Ahora estás en el papel en blanco, le decía el dolor. Pero allí hay un sendero, argüía él débilmente. ¡Oh!, un sendero, replicaba el dolor, un sendero puede seguirse durante cincuenta millas antes de llegar a ningún sitio; y tú sabes que no puedes aguantar esa distancia. A su alrededor no hay más que un desierto de papel blanco.

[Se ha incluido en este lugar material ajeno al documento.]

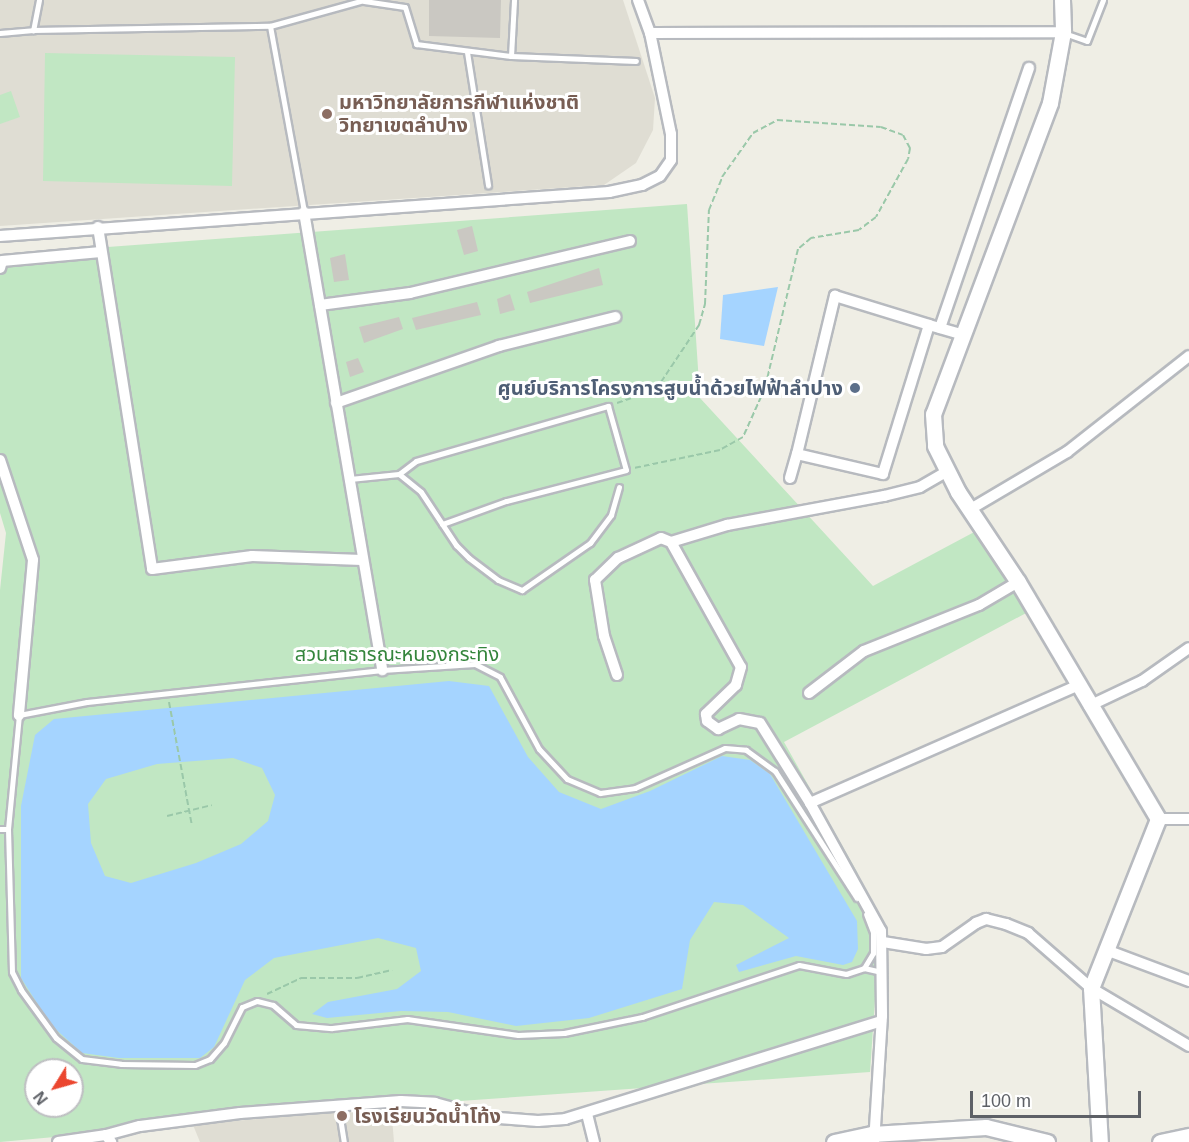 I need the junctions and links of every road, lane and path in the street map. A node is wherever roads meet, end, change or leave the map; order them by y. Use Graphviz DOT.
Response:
graph roads {
  1 [pos="39,0"];
  2 [pos="514,0"];
  3 [pos="638,0"];
  4 [pos="1062,0"];
  5 [pos="1103,0"];
  6 [pos="364,1"];
  7 [pos="270,26"];
  8 [pos="33,30"];
  9 [pos="1063,32"];
  10 [pos="0,33"];
  11 [pos="650,33"];
  12 [pos="466,52"];
  13 [pos="511,56"];
  14 [pos="636,61"];
  15 [pos="1029,68"];
  16 [pos="488,184"];
  17 [pos="304,213"];
  18 [pos="98,227"];
  19 [pos="0,236"];
  20 [pos="630,241"];
  21 [pos="101,252"];
  22 [pos="0,268"];
  23 [pos="320,305"];
  24 [pos="615,317"];
  25 [pos="934,326"];
  26 [pos="963,335"];
  27 [pos="1189,356"];
  28 [pos="336,403"];
  29 [pos="608,406"];
  30 [pos="797,454"];
  31 [pos="0,460"];
  32 [pos="626,470"];
  33 [pos="948,471"];
  34 [pos="399,474"];
  35 [pos="790,478"];
  36 [pos="348,479"];
  37 [pos="619,487"];
  38 [pos="969,510"];
  39 [pos="442,524"];
  40 [pos="671,542"];
  41 [pos="362,560"];
  42 [pos="1018,582"];
  43 [pos="1189,648"];
  44 [pos="382,670"];
  45 [pos="617,675"];
  46 [pos="1077,686"];
  47 [pos="167,693"];
  48 [pos="809,693"];
  49 [pos="1089,705"];
  50 [pos="19,715"];
  51 [pos="810,803"];
  52 [pos="212,805"];
  53 [pos="189,811"];
  54 [pos="166,816"];
  55 [pos="1158,819"];
  56 [pos="1189,819"];
  57 [pos="192,826"];
  58 [pos="0,829"];
  59 [pos="8,829"];
  60 [pos="883,942"];
  61 [pos="1106,950"];
  62 [pos="864,968"];
  63 [pos="392,970"];
  64 [pos="883,973"];
  65 [pos="1189,981"];
  66 [pos="1091,988"];
  67 [pos="257,1001"];
  68 [pos="882,1021"];
  69 [pos="1189,1046"];
  70 [pos="338,1105"];
  71 [pos="587,1114"];
  72 [pos="1189,1137"];
  73 [pos="108,1138"];
  74 [pos="873,1138"];
  75 [pos="58,1142"];
  76 [pos="344,1142"];
  77 [pos="594,1142"];
  78 [pos="834,1142"];
  79 [pos="1047,1142"];
  80 [pos="1100,1142"];
  81 [pos="1160,1142"];
  1 -- 8 [label="lane"];
  2 -- 13 [label="lane"];
  3 -- 11 [label="street"];
  4 -- 9 [label="street"];
  5 -- 9 [label="lane"];
  6 -- 7 [label="lane"];
  6 -- 12 [label="lane"];
  7 -- 8 [label="lane"];
  7 -- 17 [label="lane"];
  8 -- 10 [label="lane"];
  9 -- 11 [label="street"];
  9 -- 26 [label="street"];
  11 -- 17 [label="street"];
  12 -- 13 [label="lane"];
  12 -- 16 [label="lane"];
  13 -- 14 [label="lane"];
  15 -- 25 [label="street"];
  17 -- 18 [label="street"];
  17 -- 23 [label="street"];
  18 -- 19 [label="street"];
  18 -- 21 [label="street"];
  20 -- 23 [label="street"];
  21 -- 22 [label="street"];
  21 -- 41 [label="street"];
  23 -- 28 [label="street"];
  24 -- 28 [label="street"];
  25 -- 26 [label="street"];
  25 -- 30 [label="street"];
  25 -- 30 [label="street"];
  26 -- 33 [label="street"];
  27 -- 38 [label="street"];
  28 -- 36 [label="street"];
  29 -- 32 [label="lane"];
  29 -- 32 [label="path"];
  29 -- 34 [label="lane"];
  30 -- 35 [label="street"];
  31 -- 50 [label="street"];
  32 -- 39 [label="lane"];
  33 -- 38 [label="street"];
  33 -- 40 [label="street"];
  34 -- 36 [label="lane"];
  34 -- 39 [label="lane"];
  36 -- 41 [label="street"];
  37 -- 39 [label="lane"];
  38 -- 42 [label="street"];
  40 -- 45 [label="street"];
  40 -- 51 [label="street"];
  41 -- 44 [label="street"];
  42 -- 46 [label="street"];
  42 -- 48 [label="street"];
  43 -- 49 [label="street"];
  44 -- 47 [label="lane"];
  44 -- 62 [label="lane"];
  46 -- 49 [label="street"];
  46 -- 51 [label="street"];
  47 -- 50 [label="lane"];
  47 -- 53 [label="path"];
  49 -- 55 [label="street"];
  50 -- 59 [label="lane"];
  51 -- 60 [label="street"];
  52 -- 53 [label="path"];
  53 -- 54 [label="path"];
  53 -- 57 [label="path"];
  55 -- 56 [label="street"];
  55 -- 61 [label="street"];
  58 -- 59 [label="lane"];
  59 -- 67 [label="lane"];
  60 -- 64 [label="street"];
  60 -- 66 [label="street"];
  61 -- 65 [label="street"];
  61 -- 66 [label="street"];
  62 -- 64 [label="lane"];
  62 -- 67 [label="lane"];
  63 -- 67 [label="path"];
  64 -- 68 [label="street"];
  66 -- 69 [label="street"];
  66 -- 80 [label="street"];
  68 -- 71 [label="street"];
  68 -- 74 [label="street"];
  70 -- 71 [label="street"];
  70 -- 73 [label="street"];
  70 -- 76 [label="lane"];
  71 -- 77 [label="street"];
  72 -- 81 [label="street"];
  73 -- 75 [label="street"];
  74 -- 78 [label="street"];
  74 -- 79 [label="street"];
}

Otra vez el dolor era una cara. Llegó a convencerse de que el americano le observaba; tenía la piel llena de pequeños puntos como una fotografía de periódico. Al parecer, les había seguido todo el camino porque deseaba matar a la madre como antes al niño. Se puso sentimental. Era necesario hacer algo: la lluvia parecía una cortina detrás de la cual casi nada podía ocurrir. Meditó: “No debí dejarla sola de ese modo. Dios me perdone, no tengo sentido de la responsabilidad; ¿qué podíais esperar de un «pater-whisky»?”. Y luchó para ponerse de pie, empezando a trepar hacia la meseta.

Varias ideas le atormentaban: no se trataba tan sólo de la mujer; también era responsable del americano. Las dos caras (la suya propia y la del pistolero) colgaban juntas en la pared del cuartelillo de policía, como las de dos hermanos en una galería familiar de retratos. Uno ha de evitar las tentaciones a su hermano.